YOUR GOAL ▸
The required output is all lines below that contain the word "list".

DATA FOR THE TASK ▸
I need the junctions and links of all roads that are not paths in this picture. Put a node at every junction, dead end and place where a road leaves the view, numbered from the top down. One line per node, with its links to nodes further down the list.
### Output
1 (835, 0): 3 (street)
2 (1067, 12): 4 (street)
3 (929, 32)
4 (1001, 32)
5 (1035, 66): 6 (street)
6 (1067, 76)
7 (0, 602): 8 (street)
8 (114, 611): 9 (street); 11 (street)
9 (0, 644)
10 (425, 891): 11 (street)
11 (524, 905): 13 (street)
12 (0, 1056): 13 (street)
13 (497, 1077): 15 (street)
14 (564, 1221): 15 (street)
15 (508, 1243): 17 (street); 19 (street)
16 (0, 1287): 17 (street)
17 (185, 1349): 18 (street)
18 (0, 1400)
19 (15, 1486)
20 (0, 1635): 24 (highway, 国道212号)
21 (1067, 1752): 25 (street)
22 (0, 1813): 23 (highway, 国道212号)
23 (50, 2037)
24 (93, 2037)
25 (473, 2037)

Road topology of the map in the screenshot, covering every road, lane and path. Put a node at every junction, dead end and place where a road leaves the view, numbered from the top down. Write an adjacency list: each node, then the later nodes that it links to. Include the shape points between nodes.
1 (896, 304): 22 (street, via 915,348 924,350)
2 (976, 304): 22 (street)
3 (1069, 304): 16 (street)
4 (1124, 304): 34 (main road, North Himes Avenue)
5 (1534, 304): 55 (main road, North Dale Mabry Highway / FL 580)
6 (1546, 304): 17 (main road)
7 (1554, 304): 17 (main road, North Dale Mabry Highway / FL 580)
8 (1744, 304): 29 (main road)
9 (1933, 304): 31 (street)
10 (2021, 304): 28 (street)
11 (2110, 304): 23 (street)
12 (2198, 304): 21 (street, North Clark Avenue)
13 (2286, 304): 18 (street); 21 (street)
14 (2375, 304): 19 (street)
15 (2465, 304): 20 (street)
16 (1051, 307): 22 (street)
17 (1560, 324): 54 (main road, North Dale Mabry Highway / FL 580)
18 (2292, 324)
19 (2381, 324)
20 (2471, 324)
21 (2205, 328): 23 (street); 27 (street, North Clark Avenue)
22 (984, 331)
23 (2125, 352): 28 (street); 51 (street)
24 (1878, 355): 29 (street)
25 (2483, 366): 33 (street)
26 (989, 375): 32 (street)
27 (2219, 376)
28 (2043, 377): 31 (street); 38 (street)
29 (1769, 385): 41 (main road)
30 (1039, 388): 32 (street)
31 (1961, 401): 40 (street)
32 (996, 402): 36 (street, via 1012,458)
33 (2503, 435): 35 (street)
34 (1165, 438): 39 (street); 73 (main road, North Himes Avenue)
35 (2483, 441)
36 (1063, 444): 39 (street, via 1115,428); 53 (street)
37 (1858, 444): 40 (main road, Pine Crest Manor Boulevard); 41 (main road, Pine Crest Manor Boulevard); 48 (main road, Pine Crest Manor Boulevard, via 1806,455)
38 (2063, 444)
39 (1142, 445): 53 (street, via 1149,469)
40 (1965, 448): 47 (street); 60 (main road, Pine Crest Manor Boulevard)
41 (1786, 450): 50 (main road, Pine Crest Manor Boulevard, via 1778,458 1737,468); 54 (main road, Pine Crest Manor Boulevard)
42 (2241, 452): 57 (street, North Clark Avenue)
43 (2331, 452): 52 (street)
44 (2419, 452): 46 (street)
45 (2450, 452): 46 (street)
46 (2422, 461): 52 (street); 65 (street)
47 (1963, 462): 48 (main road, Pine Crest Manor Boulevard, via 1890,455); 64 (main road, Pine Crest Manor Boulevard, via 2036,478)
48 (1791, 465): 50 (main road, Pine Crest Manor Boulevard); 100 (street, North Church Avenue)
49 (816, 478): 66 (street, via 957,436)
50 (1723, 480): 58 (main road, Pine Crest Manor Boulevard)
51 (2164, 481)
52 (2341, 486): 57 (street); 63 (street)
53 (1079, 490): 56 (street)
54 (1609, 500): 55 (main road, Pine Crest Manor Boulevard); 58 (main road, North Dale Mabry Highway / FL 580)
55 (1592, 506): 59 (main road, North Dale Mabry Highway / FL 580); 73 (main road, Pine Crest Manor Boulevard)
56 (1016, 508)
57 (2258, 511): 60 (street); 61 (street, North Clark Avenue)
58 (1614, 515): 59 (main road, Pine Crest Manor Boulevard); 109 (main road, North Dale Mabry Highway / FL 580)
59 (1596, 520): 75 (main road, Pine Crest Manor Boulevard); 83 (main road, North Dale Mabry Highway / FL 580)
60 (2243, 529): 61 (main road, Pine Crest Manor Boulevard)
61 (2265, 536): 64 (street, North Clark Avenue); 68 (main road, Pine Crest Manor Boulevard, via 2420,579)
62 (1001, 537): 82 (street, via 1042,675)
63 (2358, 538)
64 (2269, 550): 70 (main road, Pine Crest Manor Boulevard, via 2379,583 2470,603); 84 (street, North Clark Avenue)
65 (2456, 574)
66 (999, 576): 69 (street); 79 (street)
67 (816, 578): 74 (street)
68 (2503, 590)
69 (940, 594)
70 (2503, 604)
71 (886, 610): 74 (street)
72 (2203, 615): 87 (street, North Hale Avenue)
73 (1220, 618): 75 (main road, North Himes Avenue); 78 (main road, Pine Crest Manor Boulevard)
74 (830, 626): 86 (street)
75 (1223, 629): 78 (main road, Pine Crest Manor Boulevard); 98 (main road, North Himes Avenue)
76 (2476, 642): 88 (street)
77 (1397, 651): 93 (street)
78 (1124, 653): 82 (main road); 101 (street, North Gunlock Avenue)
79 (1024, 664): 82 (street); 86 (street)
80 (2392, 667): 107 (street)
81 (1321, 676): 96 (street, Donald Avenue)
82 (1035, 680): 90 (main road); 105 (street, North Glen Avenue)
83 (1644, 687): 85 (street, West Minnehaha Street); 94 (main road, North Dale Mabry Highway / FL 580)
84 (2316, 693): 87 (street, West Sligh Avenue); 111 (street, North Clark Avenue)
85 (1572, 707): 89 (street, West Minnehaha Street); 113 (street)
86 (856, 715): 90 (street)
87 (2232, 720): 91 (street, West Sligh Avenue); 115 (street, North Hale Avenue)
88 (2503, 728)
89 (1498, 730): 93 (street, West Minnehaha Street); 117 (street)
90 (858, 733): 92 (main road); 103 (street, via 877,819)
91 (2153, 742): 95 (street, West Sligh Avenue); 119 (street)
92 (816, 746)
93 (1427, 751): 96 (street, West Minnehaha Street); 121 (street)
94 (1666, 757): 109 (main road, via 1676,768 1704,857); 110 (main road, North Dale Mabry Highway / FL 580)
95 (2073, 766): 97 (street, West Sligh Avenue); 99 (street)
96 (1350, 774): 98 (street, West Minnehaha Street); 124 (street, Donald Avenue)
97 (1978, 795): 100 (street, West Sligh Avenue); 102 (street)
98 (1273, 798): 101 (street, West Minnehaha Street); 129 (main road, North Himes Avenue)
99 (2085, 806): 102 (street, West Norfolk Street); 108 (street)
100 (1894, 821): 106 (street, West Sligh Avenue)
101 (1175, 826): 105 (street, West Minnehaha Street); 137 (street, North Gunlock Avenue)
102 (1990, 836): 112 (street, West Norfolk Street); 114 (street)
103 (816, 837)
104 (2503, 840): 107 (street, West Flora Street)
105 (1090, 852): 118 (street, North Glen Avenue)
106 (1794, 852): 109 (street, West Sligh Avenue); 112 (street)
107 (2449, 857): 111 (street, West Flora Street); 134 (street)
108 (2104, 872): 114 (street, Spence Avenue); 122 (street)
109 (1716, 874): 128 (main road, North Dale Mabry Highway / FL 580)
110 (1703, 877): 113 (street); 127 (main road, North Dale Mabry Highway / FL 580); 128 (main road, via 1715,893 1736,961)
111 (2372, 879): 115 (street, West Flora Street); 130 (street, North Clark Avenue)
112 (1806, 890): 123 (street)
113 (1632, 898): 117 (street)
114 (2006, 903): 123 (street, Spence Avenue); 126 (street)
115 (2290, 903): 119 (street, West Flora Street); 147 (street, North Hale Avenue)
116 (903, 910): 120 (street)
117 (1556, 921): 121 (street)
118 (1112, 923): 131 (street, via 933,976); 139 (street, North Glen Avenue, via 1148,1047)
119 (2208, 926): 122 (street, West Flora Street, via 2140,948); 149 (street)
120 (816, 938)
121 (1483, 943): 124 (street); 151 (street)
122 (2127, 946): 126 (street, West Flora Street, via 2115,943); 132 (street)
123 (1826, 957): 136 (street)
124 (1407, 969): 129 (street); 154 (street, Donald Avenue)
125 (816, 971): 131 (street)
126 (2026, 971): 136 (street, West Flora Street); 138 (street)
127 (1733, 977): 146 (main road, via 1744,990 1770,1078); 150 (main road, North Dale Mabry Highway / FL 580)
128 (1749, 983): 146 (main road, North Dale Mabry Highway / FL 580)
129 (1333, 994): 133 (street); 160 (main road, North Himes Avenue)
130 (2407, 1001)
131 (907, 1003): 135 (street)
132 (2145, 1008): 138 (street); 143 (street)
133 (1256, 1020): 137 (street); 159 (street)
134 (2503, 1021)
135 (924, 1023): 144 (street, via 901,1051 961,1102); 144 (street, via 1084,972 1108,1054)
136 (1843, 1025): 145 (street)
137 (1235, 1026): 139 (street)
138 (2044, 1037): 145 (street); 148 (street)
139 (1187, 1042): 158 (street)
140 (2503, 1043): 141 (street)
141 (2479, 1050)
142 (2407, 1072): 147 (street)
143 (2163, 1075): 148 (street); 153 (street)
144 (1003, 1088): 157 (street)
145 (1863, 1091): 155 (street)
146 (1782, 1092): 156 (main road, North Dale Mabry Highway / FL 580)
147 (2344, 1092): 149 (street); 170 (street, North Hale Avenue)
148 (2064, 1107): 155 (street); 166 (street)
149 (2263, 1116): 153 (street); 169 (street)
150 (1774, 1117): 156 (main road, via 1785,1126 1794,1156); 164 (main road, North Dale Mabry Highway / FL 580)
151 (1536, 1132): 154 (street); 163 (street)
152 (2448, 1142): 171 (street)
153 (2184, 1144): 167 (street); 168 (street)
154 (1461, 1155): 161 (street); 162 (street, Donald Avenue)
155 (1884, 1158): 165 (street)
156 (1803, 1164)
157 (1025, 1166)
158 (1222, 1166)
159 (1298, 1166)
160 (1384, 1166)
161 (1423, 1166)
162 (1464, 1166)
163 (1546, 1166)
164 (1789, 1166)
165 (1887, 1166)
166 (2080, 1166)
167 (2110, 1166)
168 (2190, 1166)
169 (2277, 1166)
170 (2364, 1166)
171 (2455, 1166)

TASK SOLUTION ▸
I need the junctions and links of all roads that are not paths in this picture. Put a node at every junction, dead end and place where a road leaves the view, numbered from the top down. One line per node, with its links to nodes further down the list.
Road topology of the map in the screenshot, covering every road, lane and path. Put a node at every junction, dead end and place where a road leaves the view, numbered from the top down. Write an adjacency list: each node, then the later nodes that it links to. Include the shape points between nodes.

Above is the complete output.